A 45-year-old man presented with a palpable thyroid nodule. Ultrasonography showed a partially ill-defined hypoechoic nodule, measuring 29×20 mm in the right lobe. Ultrasound-guided FNA was carried out, and four smears were prepared. Two slides were air-dried and stained with the Wright method, and two slides were alcohol-fixed and stained using the Papanicolaou method.

In the microscopic evaluation, hypercellular smears were arranged in dissociated cells and small cohesive clusters. Most cells had round to oval shapes, and many of them contained eccentric nuclei. Anisonucleosis, multinucleation, and some bizarre cells were also observed. Rare intranuclear cytoplasmic inclusions were present. Many cells contained a moderate amount of cytoplasm, and some cells contained red granules. In the background, small foci of pink materials resembling amyloid were present (Figure 1). In the cytoplasm of rare cells, multiple eosinophilic rods resembling Auer rods of neoplastic myeloblasts were also detected (Figure 2).

Figure 1 Cytologic smears. (A) Isolated mononucleated and binucleated cells, some with cytoplasmic granules (Wright stain, ×400). (B) Amyloid-like materials (Wright stain, ×400).

Figure 2 Cytologic smears. (A and B) Round cells with multiple Auer rods in the cytoplasm (arrow) (A, Wright stain, ×400 and B, Wright stain, ×1000).

Diagnosis of MTC based on FNA was established. However, granulocytic sarcoma was in differential diagnosis. The patient did not have a history of myeloid neoplasm; also, bone marrow and peripheral blood were normal. He underwent total thyroidectomy. Pathology sections showed a neoplastic lesion composed of sheets of round cells with stippled chromatin and amyloid deposition (Figure 3). Congo red staining confirmed amyloid materials. Also, Immunohistochemical staining was done. Calcitonin and thyroid transcription factor 1 (TTF-1) were positive and thyroglobulin was negative. Accordingly, final diagnosis of MTC was confirmed.

Figure 3 Histologic section. Sheets of neoplastic cells with stippled chromatin and amyloid deposition (H&E stain, ×400).

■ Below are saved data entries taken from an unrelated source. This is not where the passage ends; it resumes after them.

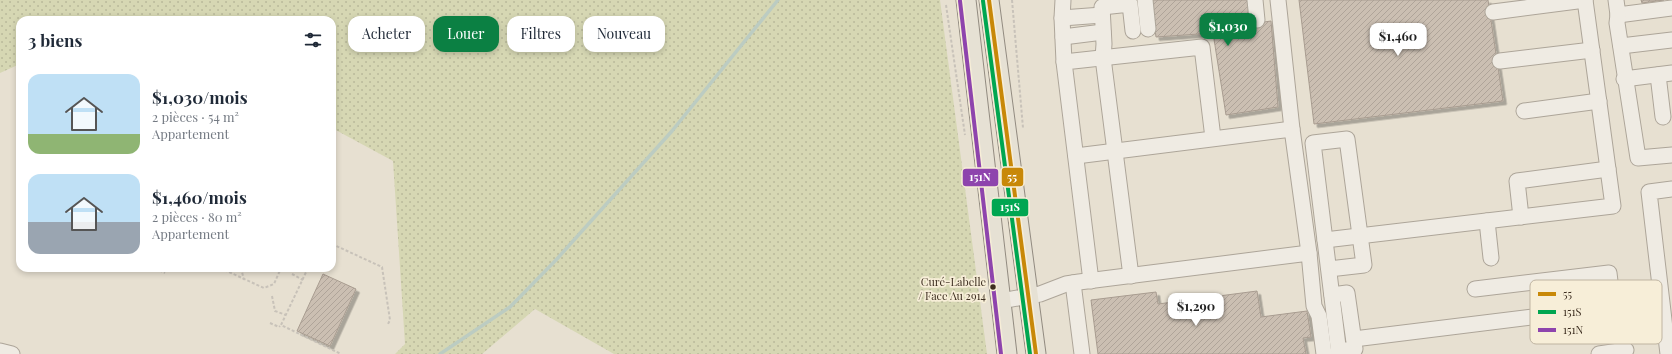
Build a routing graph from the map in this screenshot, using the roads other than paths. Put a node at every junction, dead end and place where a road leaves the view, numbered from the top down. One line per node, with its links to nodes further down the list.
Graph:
1 (955, 0): 23 (main road)
2 (966, 0): 23 (main road)
3 (989, 0): 21 (main road)
4 (1000, 0): 21 (main road)
5 (1063, 0): 15 (street)
6 (1145, 0): 17 (street)
7 (1255, 0): 16 (street)
8 (1278, 0): 34 (street)
9 (1585, 0): 13 (street); 25 (street)
10 (1130, 2): 14 (street); 18 (street)
11 (1617, 7): 12 (street); 24 (street)
12 (1672, 8)
13 (1493, 12)
14 (1102, 15): 15 (street); 19 (street)
15 (1062, 18): 20 (street)
16 (1257, 20)
17 (1148, 29)
18 (1133, 31)
19 (1103, 32): 20 (street); 26 (street)
20 (1063, 36): 28 (street)
21 (994, 39): 57 (main road)
22 (1672, 40): 24 (street)
23 (971, 41): 58 (main road)
24 (1620, 46): 30 (street)
25 (1592, 50): 27 (street); 31 (street)
26 (1103, 58): 28 (street); 35 (street); 36 (street)
27 (1500, 61)
28 (1064, 62): 38 (street)
29 (1665, 74): 30 (street); 33 (street)
30 (1624, 78): 37 (street)
31 (1599, 101): 32 (street); 39 (street)
32 (1524, 111)
33 (1663, 117)
34 (1292, 129): 35 (street); 45 (street)
35 (1213, 138): 36 (street)
36 (1115, 151): 38 (street); 48 (street)
37 (1672, 155)
38 (1076, 156): 52 (street)
39 (1608, 169): 41 (street); 41 (street)
40 (1672, 189): 51 (street)
41 (1521, 216): 42 (street)
42 (1487, 221): 43 (street); 46 (street)
43 (1360, 236): 44 (street); 44 (street); 47 (street)
44 (1325, 240): 47 (street)
45 (1309, 253): 48 (street); 64 (street)
46 (1491, 258)
47 (1329, 269): 56 (street)
48 (1131, 276): 52 (street)
49 (1551, 280): 50 (street)
50 (1610, 280)
51 (1659, 280)
52 (1091, 281): 53 (street)
53 (1073, 283): 57 (street); 68 (street)
54 (1530, 283): 55 (street)
55 (1476, 289)
56 (1332, 295): 61 (street); 64 (street)
57 (1029, 296): 58 (street); 67 (main road)
58 (1001, 301): 66 (main road)
59 (1662, 303): 70 (street)
60 (1530, 317): 61 (street)
61 (1354, 339): 64 (street)
62 (1626, 350): 69 (street)
63 (0, 351): 65 (street)
64 (1334, 353)
65 (12, 354)
66 (1007, 354)
67 (1036, 354)
68 (1082, 354)
69 (1599, 354)
70 (1668, 354)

MTC is identified as a rare thyroid neoplasm. Accurate preoperative diagnosis of MTC is important for proper management. Until now, several studies have been carried out regarding the cytologic features of MTC in FNA cytology. According to these studies, there is extensive variability in cytologic findings; therefore, MTC may be misdiagnosed as other neoplasms.3,4 In addition, some unusual findings have been reported.610 In this regard, Kaushal et al evaluated thyroid FNA of 78 MTC cases and reported unusual findings, such as melanin pigments, vacuolated cytoplasm, intracytoplasmic lumina, and signet ring cells in rare cases.6

Eosinophilic cytoplasmic granule is a well-known feature of MTC on FNA cytology. Many studies have reported these granules.24,6 In the present case, we found cells containing multiple red Auer rods resembling neoplastic myeloblasts. It was speculated that binding of granules produces these rods.

Rare cases of granulocytic sarcoma in thyroid have been reported but multiple Auer rods were not detected in these cases.11,12

It should be noted that cytologic features of FNA smears, including discohesive cells and small clusters, round to oval nuclei with mild to moderate pleomorphism, binucleation, intranuclear cytoplasmic inclusions, cytoplasmic red granules, and amyloid-like materials, lead us to the diagnosis of medullary carcinoma.

It can be concluded that cells with multiple Auer rods are rarely seen in MTC, and these cells should not be confused with neoplastic myeloblasts in granulocytic sarcoma.


The patient has given his written informed consent to publish this work. Institutional approval was not required.


We would like to thank our colleagues in the Pathology Department of Shiraz University of Medical Sciences for their assistance.


This study had no grants or funding sources.


The authors have no conflicts of interest to declare.